Benefit sanctions are having a disproportionate effect on young adults, according to a report written by Heriot-Watt researchers for the Joseph Rowntree Foundation.
Impact of sanctions on under 25s
The report is highlighted in a blog written by Heriot-Watt's Beth Watts and Suzanne Fitzpatrick and considers the impact of a rising percentage of benefit claimants facing sanctions. Monthly sanction rates now stand at more than double the levels seen in the early 2000s.
The report says that under-25s face a substantially higher risk of being sanctioned than older adults (8% of this age group are affected per month, compared to around 5.5% of all claimants).
The reasons for this are not entirely clear, said Beth Watts. "It may be that younger claimants have a more relaxed attitude to sanctioning, as they are more able than older claimants to rely on family support, and/or that they are simply less experienced at navigating behavioural requirements than older groups. Alternatively, or in addition, younger claimants may tend to have more chaotic lifestyles that make compliance with behavioural conditions difficult.

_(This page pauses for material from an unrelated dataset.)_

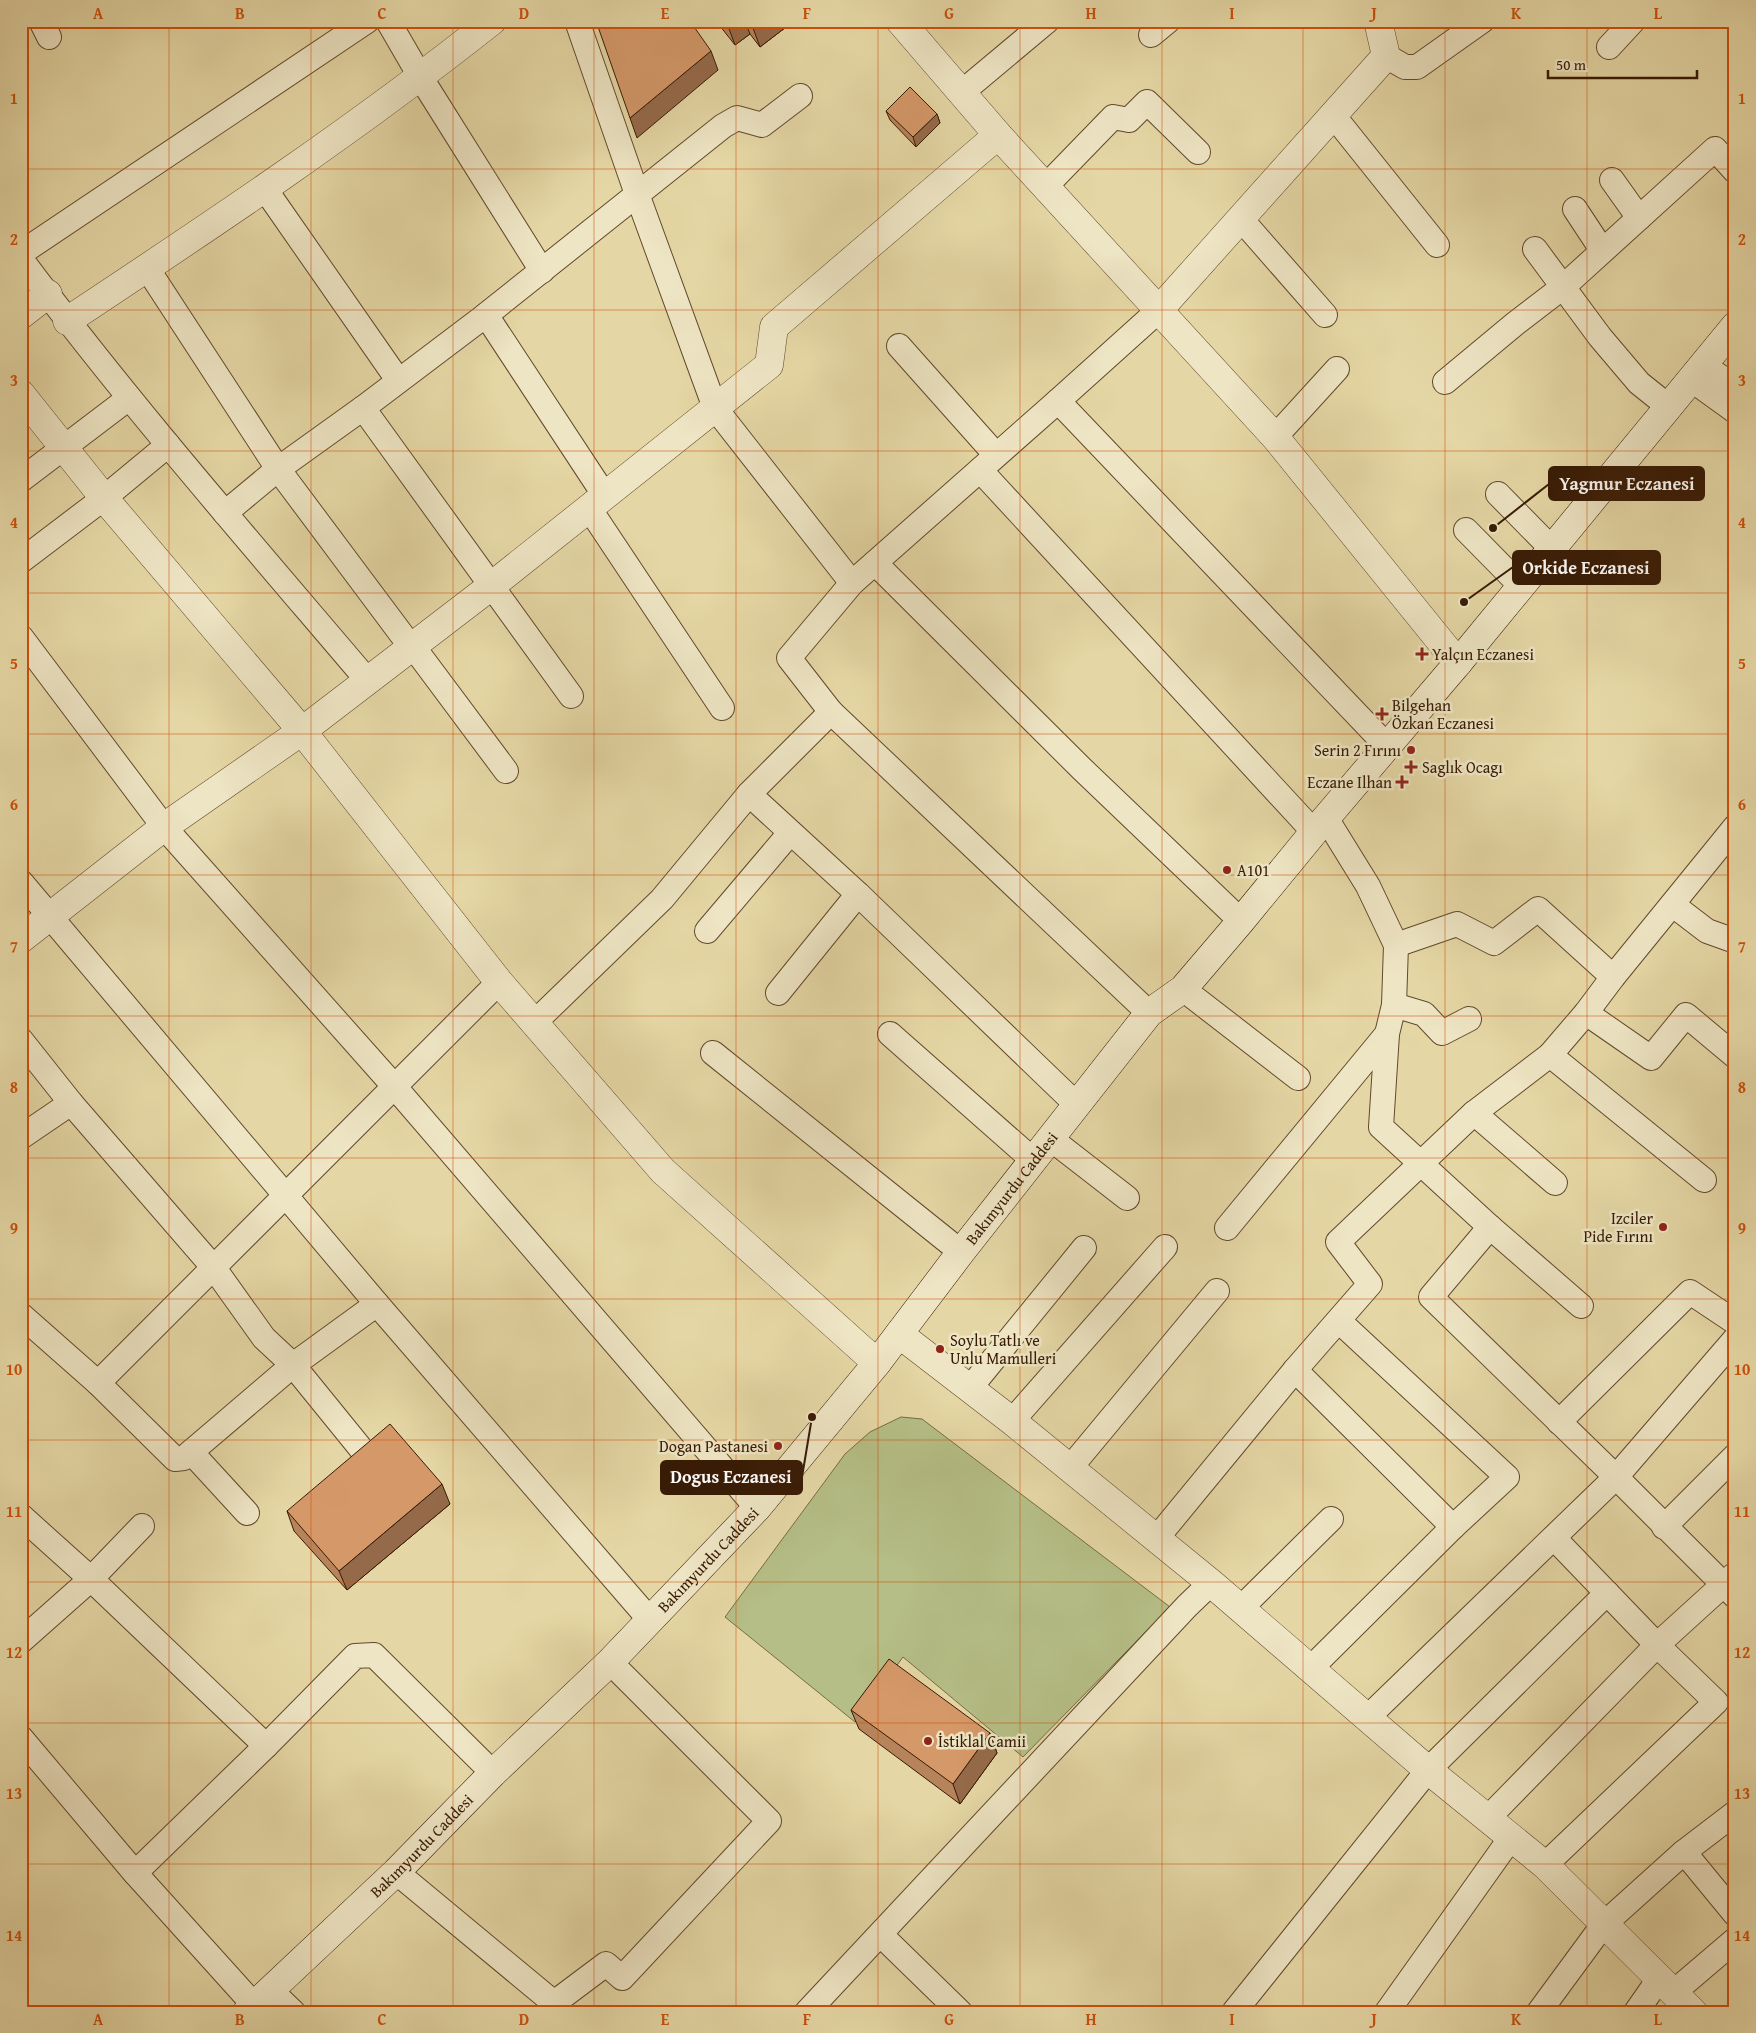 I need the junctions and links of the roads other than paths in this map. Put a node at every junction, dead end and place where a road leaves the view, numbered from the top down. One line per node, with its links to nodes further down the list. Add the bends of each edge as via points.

It is also possible that this group face direct or indirect discrimination within the benefit system, leaving them vulnerable to sanctioning even if they are equally 'compliant'."
Whatever the explanation, say the report's authors, the disproportionate impact of sanctions on under 25s gives cause for concern in a context where this group face significant challenges in other areas, with high rates of youth unemployment, real declines in earning and high rents meaning that many young people are unable to leave the family home, and those that do face high rates of poverty.
It is also particularly concerning, the authors add, in light of future plans by both the Conservative and Labour parties to restrict benefit entitlement among young people.